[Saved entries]
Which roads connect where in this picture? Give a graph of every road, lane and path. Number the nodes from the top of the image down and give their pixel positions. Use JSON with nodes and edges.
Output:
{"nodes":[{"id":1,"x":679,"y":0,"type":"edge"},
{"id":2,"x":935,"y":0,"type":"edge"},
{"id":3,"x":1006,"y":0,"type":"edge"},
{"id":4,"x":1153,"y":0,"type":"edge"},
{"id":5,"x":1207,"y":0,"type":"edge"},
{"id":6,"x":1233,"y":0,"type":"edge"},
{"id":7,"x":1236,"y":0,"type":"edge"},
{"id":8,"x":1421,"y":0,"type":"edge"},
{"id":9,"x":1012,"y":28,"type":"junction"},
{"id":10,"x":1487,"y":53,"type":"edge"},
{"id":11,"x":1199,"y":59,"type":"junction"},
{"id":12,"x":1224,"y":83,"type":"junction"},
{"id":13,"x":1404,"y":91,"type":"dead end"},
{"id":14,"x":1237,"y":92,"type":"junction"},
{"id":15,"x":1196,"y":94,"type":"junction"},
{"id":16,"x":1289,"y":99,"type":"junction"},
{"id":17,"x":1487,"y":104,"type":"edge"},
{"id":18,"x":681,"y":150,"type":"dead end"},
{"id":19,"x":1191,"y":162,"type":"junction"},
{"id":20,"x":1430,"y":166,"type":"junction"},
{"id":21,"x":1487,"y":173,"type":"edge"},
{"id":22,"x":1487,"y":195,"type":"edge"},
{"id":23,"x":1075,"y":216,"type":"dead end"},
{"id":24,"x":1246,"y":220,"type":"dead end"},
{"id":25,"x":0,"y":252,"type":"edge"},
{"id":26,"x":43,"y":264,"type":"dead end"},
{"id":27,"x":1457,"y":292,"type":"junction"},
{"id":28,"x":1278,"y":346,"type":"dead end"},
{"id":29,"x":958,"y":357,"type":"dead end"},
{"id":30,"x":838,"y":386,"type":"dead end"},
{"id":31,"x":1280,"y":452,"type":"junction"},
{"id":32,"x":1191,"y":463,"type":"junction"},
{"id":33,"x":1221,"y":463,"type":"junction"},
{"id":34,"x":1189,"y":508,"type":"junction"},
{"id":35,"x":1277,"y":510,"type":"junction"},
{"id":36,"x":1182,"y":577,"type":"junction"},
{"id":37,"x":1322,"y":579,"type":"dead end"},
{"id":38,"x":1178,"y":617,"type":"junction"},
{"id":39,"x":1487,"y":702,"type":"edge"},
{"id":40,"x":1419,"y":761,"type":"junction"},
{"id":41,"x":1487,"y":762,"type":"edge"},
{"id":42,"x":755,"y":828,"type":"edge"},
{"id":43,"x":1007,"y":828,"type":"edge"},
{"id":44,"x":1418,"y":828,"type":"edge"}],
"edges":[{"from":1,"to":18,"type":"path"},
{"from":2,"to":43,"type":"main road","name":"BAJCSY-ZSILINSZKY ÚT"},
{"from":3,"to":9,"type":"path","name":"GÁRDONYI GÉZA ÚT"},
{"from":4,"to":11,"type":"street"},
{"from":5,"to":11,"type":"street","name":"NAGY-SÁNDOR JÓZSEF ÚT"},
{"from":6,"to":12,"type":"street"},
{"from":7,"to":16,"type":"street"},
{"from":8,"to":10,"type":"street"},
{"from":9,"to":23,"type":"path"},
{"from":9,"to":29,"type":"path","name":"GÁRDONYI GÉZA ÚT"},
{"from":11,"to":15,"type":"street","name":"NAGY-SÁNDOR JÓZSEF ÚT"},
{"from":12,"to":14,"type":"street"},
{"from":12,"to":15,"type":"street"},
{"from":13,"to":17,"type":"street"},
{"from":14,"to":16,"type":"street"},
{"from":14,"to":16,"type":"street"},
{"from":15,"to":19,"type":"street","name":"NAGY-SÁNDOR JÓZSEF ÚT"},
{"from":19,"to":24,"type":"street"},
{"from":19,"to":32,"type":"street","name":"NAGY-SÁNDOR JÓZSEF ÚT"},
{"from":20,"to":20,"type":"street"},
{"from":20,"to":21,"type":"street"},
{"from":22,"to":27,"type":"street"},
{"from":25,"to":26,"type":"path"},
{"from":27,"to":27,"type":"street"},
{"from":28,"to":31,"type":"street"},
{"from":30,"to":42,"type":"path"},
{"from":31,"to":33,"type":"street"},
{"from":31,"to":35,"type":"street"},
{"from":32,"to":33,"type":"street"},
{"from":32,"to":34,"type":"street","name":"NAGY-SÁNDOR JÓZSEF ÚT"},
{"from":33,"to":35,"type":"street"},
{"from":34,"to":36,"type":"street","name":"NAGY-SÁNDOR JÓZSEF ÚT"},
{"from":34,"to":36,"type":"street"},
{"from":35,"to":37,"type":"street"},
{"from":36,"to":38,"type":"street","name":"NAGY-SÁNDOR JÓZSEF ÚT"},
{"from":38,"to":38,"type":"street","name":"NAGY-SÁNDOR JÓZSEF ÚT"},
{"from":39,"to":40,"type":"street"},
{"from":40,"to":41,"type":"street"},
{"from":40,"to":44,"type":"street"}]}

Action item =
Look through the entries above. Extract each line with the word "dead".

Response for this exercise =
{"id":13,"x":1404,"y":91,"type":"dead end"},
{"id":18,"x":681,"y":150,"type":"dead end"},
{"id":23,"x":1075,"y":216,"type":"dead end"},
{"id":24,"x":1246,"y":220,"type":"dead end"},
{"id":26,"x":43,"y":264,"type":"dead end"},
{"id":28,"x":1278,"y":346,"type":"dead end"},
{"id":29,"x":958,"y":357,"type":"dead end"},
{"id":30,"x":838,"y":386,"type":"dead end"},
{"id":37,"x":1322,"y":579,"type":"dead end"},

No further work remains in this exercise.